At issue is whether that is enough to justify firing someone for cause, when the university allowed and even rewarded his behavior – and success – for years.
Reading the U of L letter, it’s hard not to be struck by the contempt in which the current leadership holds Jurich’s style, and actions, in the face of the larger picture of the university. That alone illustrates that the two could not continue to co-exist. It’s a wonder they existed together for as long as they did.
It also fails to land a knockout in terms of a single, specific, negligent act on the part of Jurich. It does a lot of complaining – much of it likely justified – but doesn’t give a single example of bullying, doesn’t outline a single act of financial impropriety, and uses vague but inflammatory language to do what once would have seemed incomprehensible – to smear the man who has fashioned the very athletic department on which U of L leadership will now try to continue to build.
It’s characterization of Jurich’s leadership style as “bullying” isn’t wrong, in some cases, like that of Bob Valvano, who has been outspoken about his experience in recent weeks. He’s not the only one in local media to voice that kind of story. This letter references – but does not describe -- instances of that with student government, which is inexcusable. As far as senior university leadership, if they let themselves be bullied, that’s their own fault. But I know there’s a fear factor, even now, with Jurich having been fired.
That kind of thing alone is enough to warrant a change. But it might not be “cause for termination.” And let’s be honest. Bullying isn’t uncommon in college athletics, or the high reaches of leadership in many fields, including politics. I covered Bob Knight for a half-dozen years. I know.
Regardless, if the contents of that letter alone are the basis on which the board of trustees fired Tom Jurich, and we have to assume they are, then the board would’ve been better off getting out its checkbook.
The ensuing bloodbath isn’t going to be worth it for anybody. If that’s the best shot the university has, then a body acting in the university’s best interests would’ve thanked Jurich for his service, handed him a check, and gotten on with life. Or, barring that, it would’ve tabled the discussion until more concrete evidence could be presented or some agreement could be reached.
That letter is damning, yes, but is the evidence beneath it – and not just the evidence beneath it, but the evidence that was presented to the board during the closed session in which the determination was made to fire Jurich – strong enough to withstand the legal challenge that is on its way?

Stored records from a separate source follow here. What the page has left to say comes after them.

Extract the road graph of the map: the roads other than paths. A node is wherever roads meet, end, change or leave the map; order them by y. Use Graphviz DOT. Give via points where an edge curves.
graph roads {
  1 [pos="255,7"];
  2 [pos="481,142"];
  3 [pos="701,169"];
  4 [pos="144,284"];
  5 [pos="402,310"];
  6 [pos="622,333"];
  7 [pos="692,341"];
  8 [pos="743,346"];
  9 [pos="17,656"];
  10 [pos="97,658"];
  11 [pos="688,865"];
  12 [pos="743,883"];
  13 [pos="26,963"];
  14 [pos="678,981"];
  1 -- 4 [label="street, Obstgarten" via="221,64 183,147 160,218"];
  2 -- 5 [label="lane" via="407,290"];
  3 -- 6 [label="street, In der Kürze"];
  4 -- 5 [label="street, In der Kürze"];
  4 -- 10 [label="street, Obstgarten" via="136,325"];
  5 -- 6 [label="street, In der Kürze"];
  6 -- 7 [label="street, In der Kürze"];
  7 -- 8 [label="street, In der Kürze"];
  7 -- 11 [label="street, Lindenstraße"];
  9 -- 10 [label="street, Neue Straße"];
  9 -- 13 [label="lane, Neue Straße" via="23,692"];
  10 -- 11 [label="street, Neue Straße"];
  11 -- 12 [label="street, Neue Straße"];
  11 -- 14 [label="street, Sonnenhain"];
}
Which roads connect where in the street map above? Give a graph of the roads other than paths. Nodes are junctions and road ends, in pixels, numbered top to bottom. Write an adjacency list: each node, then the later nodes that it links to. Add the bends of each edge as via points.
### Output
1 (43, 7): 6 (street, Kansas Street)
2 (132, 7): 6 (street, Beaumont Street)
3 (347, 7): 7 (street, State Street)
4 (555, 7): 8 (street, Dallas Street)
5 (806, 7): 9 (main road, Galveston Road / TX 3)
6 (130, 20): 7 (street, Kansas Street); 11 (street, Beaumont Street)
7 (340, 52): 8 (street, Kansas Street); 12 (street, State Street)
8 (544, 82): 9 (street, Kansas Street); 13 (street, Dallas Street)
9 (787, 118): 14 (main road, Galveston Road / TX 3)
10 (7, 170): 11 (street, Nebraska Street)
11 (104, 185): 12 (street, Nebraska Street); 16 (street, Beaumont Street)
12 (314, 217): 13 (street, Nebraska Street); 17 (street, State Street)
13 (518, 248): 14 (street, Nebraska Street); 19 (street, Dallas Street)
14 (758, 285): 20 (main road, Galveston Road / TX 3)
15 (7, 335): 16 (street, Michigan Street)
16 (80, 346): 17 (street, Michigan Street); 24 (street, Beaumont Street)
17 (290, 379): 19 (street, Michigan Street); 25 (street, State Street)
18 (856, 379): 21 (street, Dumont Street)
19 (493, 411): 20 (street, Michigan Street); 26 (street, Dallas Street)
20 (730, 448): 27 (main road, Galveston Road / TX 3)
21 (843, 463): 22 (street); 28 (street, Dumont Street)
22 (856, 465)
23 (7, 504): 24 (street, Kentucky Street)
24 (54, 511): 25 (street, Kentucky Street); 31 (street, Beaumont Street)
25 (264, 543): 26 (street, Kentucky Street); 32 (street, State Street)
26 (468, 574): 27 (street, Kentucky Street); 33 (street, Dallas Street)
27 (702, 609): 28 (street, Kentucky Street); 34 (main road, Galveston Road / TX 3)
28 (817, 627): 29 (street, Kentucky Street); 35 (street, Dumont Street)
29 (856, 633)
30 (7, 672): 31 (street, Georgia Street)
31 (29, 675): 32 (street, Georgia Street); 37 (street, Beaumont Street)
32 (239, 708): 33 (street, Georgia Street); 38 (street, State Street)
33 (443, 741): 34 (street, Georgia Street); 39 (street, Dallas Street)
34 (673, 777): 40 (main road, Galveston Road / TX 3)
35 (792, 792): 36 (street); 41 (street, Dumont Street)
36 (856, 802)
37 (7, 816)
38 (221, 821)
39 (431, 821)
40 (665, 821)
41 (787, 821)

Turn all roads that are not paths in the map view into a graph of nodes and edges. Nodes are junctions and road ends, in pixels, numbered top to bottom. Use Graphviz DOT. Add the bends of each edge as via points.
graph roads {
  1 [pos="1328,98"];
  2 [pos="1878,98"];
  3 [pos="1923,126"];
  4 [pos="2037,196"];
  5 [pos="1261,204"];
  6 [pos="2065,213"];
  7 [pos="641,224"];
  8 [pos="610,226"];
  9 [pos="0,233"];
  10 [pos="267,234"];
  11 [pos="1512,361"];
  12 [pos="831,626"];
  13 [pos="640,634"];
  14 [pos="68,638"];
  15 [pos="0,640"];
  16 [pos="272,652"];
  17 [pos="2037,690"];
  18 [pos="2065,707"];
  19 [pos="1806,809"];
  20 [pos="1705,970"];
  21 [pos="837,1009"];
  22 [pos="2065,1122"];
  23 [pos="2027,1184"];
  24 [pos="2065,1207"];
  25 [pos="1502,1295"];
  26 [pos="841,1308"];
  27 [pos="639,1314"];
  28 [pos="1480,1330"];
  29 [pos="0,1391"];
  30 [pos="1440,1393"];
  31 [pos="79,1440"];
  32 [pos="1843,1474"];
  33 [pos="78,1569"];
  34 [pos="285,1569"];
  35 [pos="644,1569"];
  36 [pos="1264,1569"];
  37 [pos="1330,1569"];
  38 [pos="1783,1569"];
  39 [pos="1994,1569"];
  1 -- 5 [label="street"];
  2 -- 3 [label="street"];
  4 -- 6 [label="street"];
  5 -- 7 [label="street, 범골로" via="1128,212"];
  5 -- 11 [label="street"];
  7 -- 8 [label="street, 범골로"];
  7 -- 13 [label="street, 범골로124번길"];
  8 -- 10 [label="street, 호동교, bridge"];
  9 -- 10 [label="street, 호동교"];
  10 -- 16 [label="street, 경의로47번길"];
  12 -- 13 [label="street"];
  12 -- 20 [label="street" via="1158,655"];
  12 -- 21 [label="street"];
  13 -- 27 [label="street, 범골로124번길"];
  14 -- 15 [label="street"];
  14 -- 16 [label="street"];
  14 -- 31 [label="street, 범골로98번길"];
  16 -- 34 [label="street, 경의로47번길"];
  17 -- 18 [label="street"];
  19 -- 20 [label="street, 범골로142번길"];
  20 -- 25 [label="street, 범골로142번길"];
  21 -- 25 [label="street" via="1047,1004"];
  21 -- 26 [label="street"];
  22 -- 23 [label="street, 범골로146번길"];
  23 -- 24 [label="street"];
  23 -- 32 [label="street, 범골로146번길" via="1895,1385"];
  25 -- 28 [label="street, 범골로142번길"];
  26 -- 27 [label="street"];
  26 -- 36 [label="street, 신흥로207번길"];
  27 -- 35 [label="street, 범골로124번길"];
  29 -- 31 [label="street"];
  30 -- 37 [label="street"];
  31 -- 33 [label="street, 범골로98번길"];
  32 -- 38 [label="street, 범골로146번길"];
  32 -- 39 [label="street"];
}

Postel, in this letter, laid out a compelling case for dismissing Jurich, but didn’t lay out a clear path to the decision with facts, so much as he buried an employee with allegations.
And now, things get ugly. It’s a distraction that the university doesn’t need, not with an NCAA appeal under way, not with an FBI investigation going on, not with a fan base that is already fractured. The school already reportedly has lost one $6 million donation. It could lose more.
Let’s be clear. U of L’s board of trustees can fire its athletic director anytime it wants. Given that the board believed Jurich was no longer effective in his position, it was well within its rights to let him go. Whether the cause it cites, as it has been laid out now in the public, is enough to stand up to the legal challenge it is about to face, is what the sides -- and perhaps U of L fans -- will be fighting about for a while.
This is a fight that is in no way in U of L’s best interests.